I stood by you through difficulties, like infertility or your teenage son running away for a fucking month.  I held you to sleep on nights when you cried.  I gave you something strong and stable to lean on, and if I ever ran away, it was because you made me feel like all that I am and all that I gave was not appreciated or respected.  I only turned my back on you because you made me feel unwanted, and I’m too proud and too stubborn to stay any place where I’m not wanted.  However, my loyalty for standing by you through your lowest was never repaid, at least not in full.  You can argue that if you like, but I know it in my heart.

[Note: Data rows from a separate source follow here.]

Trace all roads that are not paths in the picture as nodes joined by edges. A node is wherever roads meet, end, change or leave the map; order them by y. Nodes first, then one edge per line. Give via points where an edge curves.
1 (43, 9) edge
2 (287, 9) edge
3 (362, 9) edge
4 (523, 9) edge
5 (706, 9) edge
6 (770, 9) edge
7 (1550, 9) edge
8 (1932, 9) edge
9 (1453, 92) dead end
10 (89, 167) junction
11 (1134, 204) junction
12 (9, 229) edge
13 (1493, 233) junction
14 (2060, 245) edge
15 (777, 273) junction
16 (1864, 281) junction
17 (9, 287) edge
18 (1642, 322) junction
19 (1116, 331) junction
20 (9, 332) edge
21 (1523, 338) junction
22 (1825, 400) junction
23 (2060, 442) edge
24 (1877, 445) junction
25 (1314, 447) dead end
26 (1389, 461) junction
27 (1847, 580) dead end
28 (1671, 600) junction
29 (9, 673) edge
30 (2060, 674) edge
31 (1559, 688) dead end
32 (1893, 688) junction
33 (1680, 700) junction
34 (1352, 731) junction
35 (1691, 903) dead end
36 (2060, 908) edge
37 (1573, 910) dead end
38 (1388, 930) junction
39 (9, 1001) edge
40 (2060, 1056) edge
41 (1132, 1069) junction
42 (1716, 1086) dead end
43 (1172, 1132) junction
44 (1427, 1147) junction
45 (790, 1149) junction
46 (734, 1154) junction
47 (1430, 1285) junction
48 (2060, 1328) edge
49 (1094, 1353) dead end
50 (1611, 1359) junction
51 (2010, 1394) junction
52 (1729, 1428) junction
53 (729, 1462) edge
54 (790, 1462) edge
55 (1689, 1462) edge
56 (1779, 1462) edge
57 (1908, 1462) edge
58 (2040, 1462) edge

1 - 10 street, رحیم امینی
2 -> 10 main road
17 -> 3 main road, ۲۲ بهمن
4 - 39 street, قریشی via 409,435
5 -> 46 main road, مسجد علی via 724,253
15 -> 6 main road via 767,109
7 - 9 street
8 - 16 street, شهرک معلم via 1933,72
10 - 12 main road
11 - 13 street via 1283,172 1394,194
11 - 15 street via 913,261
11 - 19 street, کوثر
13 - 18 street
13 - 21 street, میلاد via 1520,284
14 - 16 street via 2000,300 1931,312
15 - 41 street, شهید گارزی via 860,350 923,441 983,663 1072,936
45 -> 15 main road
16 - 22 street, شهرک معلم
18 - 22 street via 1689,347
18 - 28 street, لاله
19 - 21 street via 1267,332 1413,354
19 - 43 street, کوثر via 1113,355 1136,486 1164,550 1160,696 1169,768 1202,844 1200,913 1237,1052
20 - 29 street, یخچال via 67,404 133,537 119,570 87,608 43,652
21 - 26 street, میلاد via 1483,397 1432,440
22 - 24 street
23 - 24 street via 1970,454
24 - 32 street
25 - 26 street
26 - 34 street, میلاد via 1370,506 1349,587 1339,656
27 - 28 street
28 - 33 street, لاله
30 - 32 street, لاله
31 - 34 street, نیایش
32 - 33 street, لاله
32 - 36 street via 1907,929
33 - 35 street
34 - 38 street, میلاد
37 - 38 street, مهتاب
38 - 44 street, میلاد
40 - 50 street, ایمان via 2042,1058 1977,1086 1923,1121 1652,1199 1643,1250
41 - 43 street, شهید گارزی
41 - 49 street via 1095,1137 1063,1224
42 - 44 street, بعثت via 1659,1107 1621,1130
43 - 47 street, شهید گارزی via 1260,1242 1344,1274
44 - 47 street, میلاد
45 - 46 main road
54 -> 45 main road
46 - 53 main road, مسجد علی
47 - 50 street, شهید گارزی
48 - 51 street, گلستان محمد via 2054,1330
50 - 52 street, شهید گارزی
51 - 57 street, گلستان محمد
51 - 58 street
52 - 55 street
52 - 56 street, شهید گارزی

I can accept when a relationship ends.  I can accept that people grow apart or realize things aren’t working.  I can move on.  I can allow feelings to dissolve over time.  What gets to me is cruelty.  Whether it was leaving me on Christmas Day, cheating on me, sending me insulting messages, spreading rumors about me that simply aren’t true, or finding ways to twist the knife just one more time, it bothers me because I know I fucking deserve better.  I’ve never in this life done anything to deserve some of cruel things you did to me.  You’ve tried to twist it around to somehow make me the bad guy, but I know I didn’t hide an affair behind your back for eleven years or misplace anger that should’ve been directed at your sons.  I tried everything I could not to start fights and avoid them, but I will admit my fault of allowing you to push me beyond my limit and then getting ugly.

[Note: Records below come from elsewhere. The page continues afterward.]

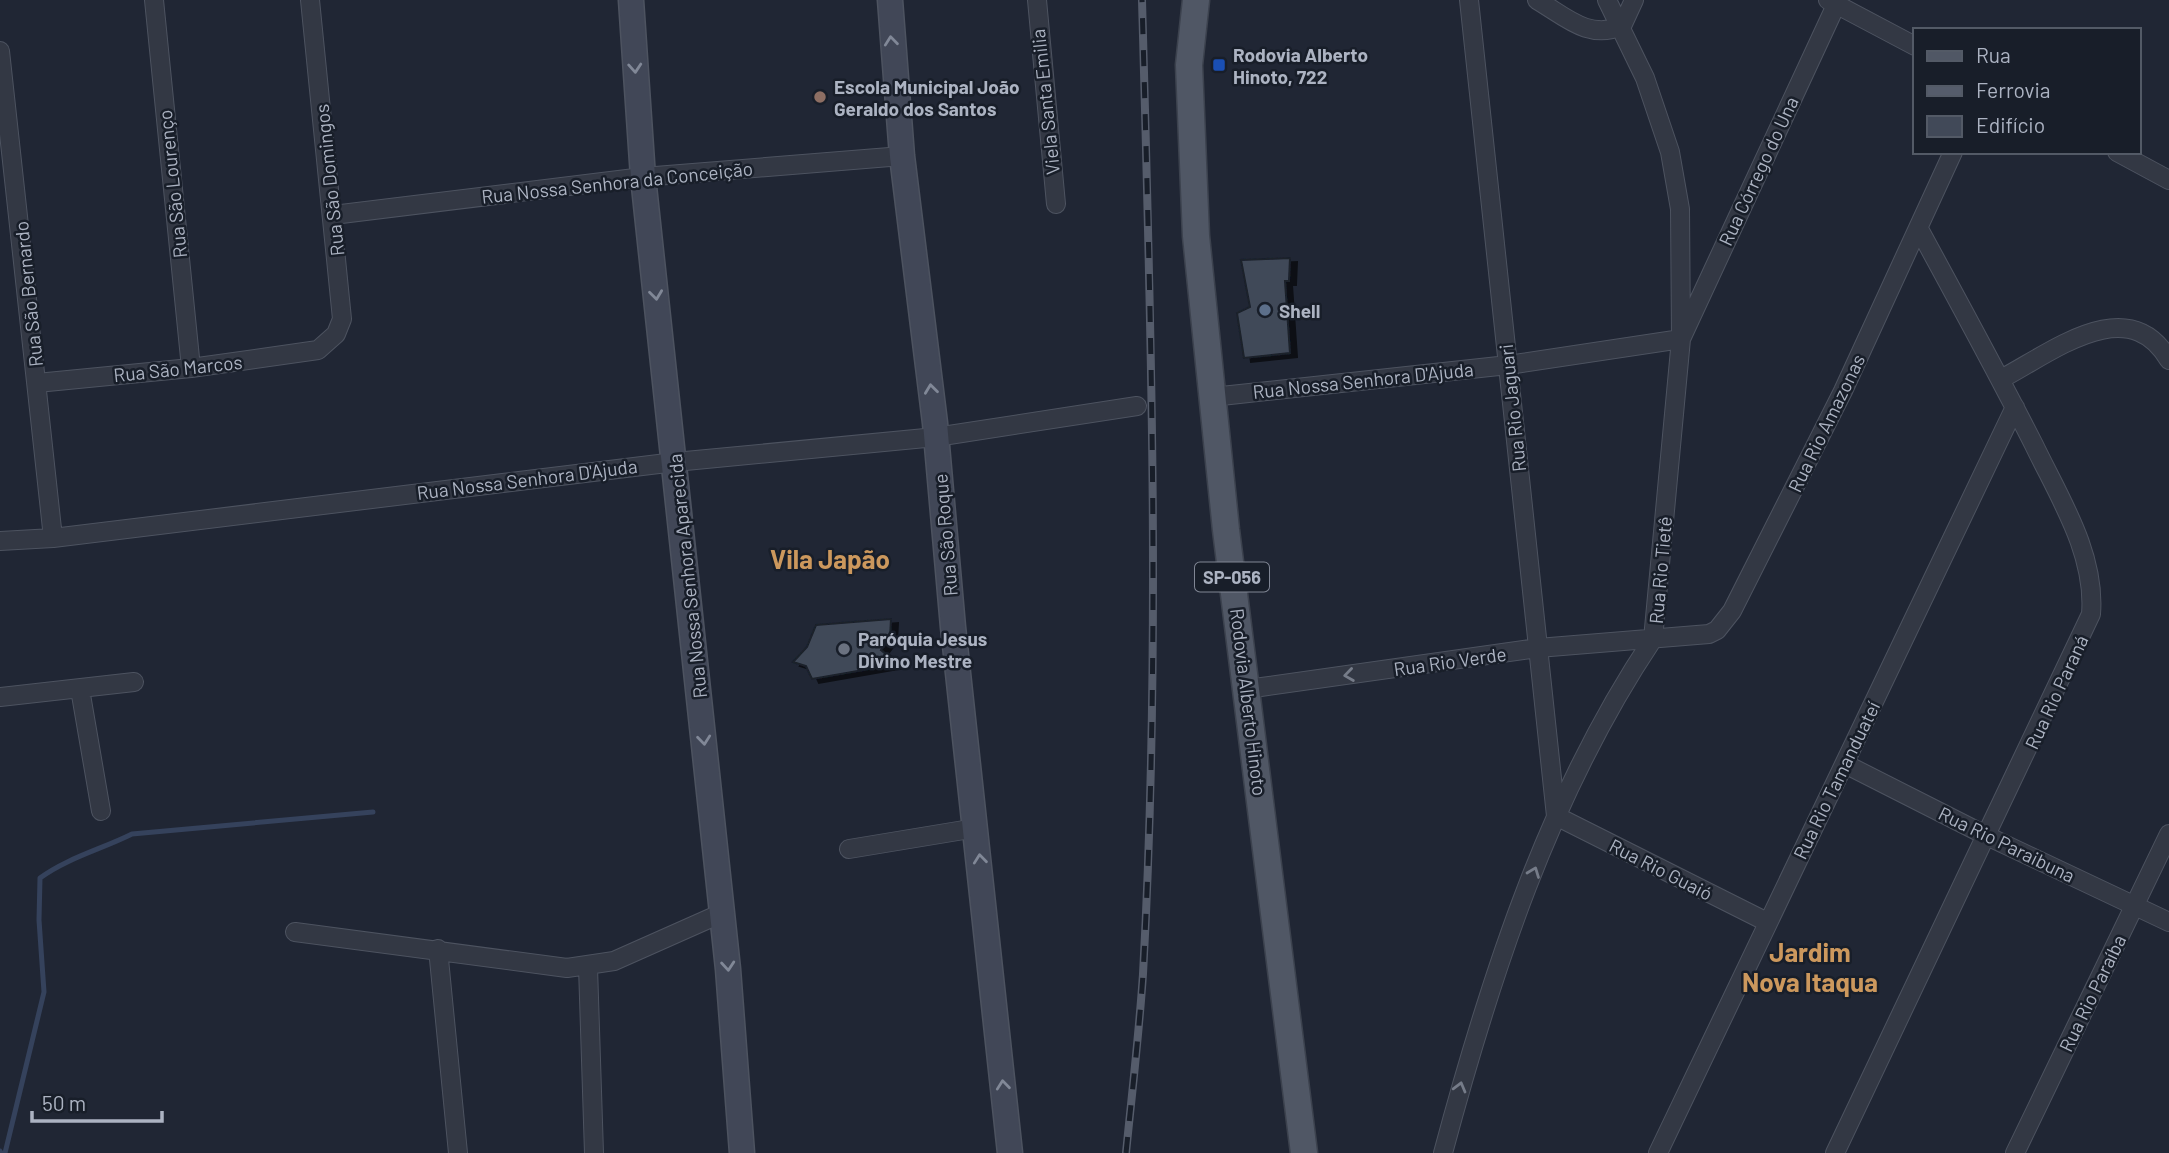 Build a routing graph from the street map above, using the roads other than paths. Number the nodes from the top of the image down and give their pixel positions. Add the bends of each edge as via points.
1 (154, 0) edge
2 (310, 0) edge
3 (631, 0) edge
4 (890, 0) edge
5 (1037, 0) edge
6 (1196, 0) edge
7 (1469, 0) edge
8 (1537, 0) edge
9 (1607, 0) edge
10 (1634, 0) edge
11 (1832, 2) edge
12 (1622, 26) junction
13 (1913, 45) edge
14 (0, 51) edge
15 (1952, 154) edge
16 (2121, 154) edge
17 (902, 156) junction
18 (643, 177) junction
19 (2169, 180) edge
20 (1056, 204) dead end
21 (333, 215) junction
22 (1919, 229) junction
23 (1681, 339) junction
24 (318, 350) joint
25 (2169, 360) edge
26 (1507, 365) junction
27 (191, 368) junction
28 (2001, 379) junction
29 (37, 383) junction
30 (1212, 397) junction
31 (1137, 406) dead end
32 (2015, 407) junction
33 (936, 438) junction
34 (675, 462) junction
35 (53, 538) junction
36 (0, 541) edge
37 (1653, 639) junction
38 (1538, 648) junction
39 (134, 682) dead end
40 (80, 689) junction
41 (1247, 689) junction
42 (0, 697) edge
43 (1846, 764) junction
44 (101, 811) dead end
45 (1556, 816) junction
46 (976, 828) junction
47 (2169, 834) edge
48 (1987, 836) junction
49 (849, 849) dead end
50 (2134, 906) junction
51 (722, 913) junction
52 (1767, 922) junction
53 (2169, 922) edge
54 (296, 932) dead end
55 (438, 949) junction
56 (587, 967) junction
57 (458, 1153) edge
58 (594, 1153) edge
59 (742, 1153) edge
60 (1010, 1153) edge
61 (1304, 1153) edge
62 (1443, 1153) edge
63 (1658, 1153) edge
64 (1835, 1153) edge
65 (2015, 1153) edge

1 - 27 street, Rua São Lourenço
2 - 21 street, Rua São Domingos
3 -> 18 street, Rua Nossa Senhora Aparecida
17 -> 4 street, Rua São Roque
5 - 20 street, Viela Santa Emilia
6 - 30 main road, Rodovia Alberto Hinoto / SP-056 via 1189,65 1190,121
7 - 26 street, Rua Rio Jaguari
8 - 12 street via 1588,30 1599,33
9 - 12 street, Rua Rio Tietê
10 - 12 street
11 - 13 street
11 - 23 street, Rua Córrego do Una
12 - 23 street, Rua Rio Tietê via 1670,152 1680,209
14 - 29 street, Rua São Bernardo
15 - 22 street, Rua Rio Amazonas
16 - 19 street
17 - 18 street, Rua Nossa Senhora da Conceição
33 -> 17 street, Rua São Roque
18 - 21 street, Rua Nossa Senhora da Conceição
18 -> 34 street, Rua Nossa Senhora Aparecida
21 - 24 street, Rua São Domingos via 342,319 336,334
22 - 28 street, Rua Rio Paraná
22 - 37 street, Rua Rio Amazonas via 1732,611 1709,634
23 - 26 street, Rua Nossa Senhora D'Ajuda
23 - 37 street, Rua Rio Tietê
24 - 27 street, Rua São Marcos
25 - 28 street via 2150,336 2105,327
26 - 30 street, Rua Nossa Senhora D'Ajuda
26 - 38 street, Rua Rio Jaguari
27 - 29 street, Rua São Marcos
28 - 32 street, Rua Rio Paraná
29 - 35 street, Rua São Bernardo
30 - 41 main road, Rodovia Alberto Hinoto / SP-056
31 - 33 street, Rua Nossa Senhora D'Ajuda
32 - 43 street, Rua Rio Tamanduateí
32 - 48 street, Rua Rio Paraná via 2084,554 2091,614
33 - 34 street, Rua Nossa Senhora D'Ajuda
33 - 46 street, Rua São Roque
34 - 35 street, Rua Nossa Senhora D'Ajuda
34 -> 51 street, Rua Nossa Senhora Aparecida
35 - 36 street, Rua Nossa Senhora D'Ajuda
37 - 38 street, Rua Rio Verde
37 - 45 street, Rua Rio Tietê
38 -> 41 street, Rua Rio Verde
38 - 45 street, Rua Rio Jaguari
39 - 40 street
40 - 42 street
40 - 44 street
41 - 61 main road, Rodovia Alberto Hinoto / SP-056
43 - 48 street, Rua Rio Paraibuna
43 - 52 street, Rua Rio Tamanduateí
45 - 52 street, Rua Rio Guaió
62 -> 45 street, Rua Rio Tietê via 1494,975
46 - 49 street
60 -> 46 street, Rua São Roque
47 - 50 street, Rua Rio Paraíba
48 - 50 street, Rua Rio Paraibuna
48 - 64 street, Rua Rio Paraná
50 - 53 street, Rua Rio Paraibuna
50 - 65 street, Rua Rio Paraíba
51 - 56 street via 614,961
51 -> 59 street, Rua Nossa Senhora Aparecida
52 - 63 street, Rua Rio Tamanduateí
54 - 55 street
55 - 56 street
55 - 57 street
56 - 58 street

I admit that working in education has made me financially strapped.  I admit I can’t afford nice things, especially now with child support.  I live humbly and don’t really mind.  You claimed you wanted a simple life.  You claimed you didn’t want or need me to support you, but whenever things got rough, you made damn sure to throw in my face that I can’t give you all the materialistic bullshit.  You made damn sure to tell me about those who could.  In the end, it really was all about the money.  Deny it all you want, but I’m fairly certain my good qualities would’ve been more than enough if Brotherhood had roared up the charts.  If you’re reading this, yes, you.  You can say whatever, but actions speak louder.

I have no idea what my future holds.  I have no idea if I’ll ever have another relationship or if I’ll grow old and feeble alone.  I’m trying my damnedest not to grow cold and bitter, but when I think about unappreciated I’ve been, it’s not easy.  You didn’t appreciate the person I am, the kindness and decency and simple goodness.  You didn’t accept my faults.  You may say you did, but you always found a way to criticize me in some way.  If you’re reading this, yes, you.  I’m not willing to allow another woman ever to disrespect the decency I offer again.  I’m far from perfect, but I fucking damn sure deserve better than what you gave me, and I won’t ever allow anyone to treat me as a doormat ever again.  Deny it if you want, but I know how you made me feel, and I didn’t deserve that.  Time will be my test.  I hope to live long enough to see what one day after the other reveals, and if it reveals that I’m completely wrong, I’ll swallow my pride and reexamine myself.  Until that day, I will try to keep love and decency in my heart and push back against the creeping bitterness.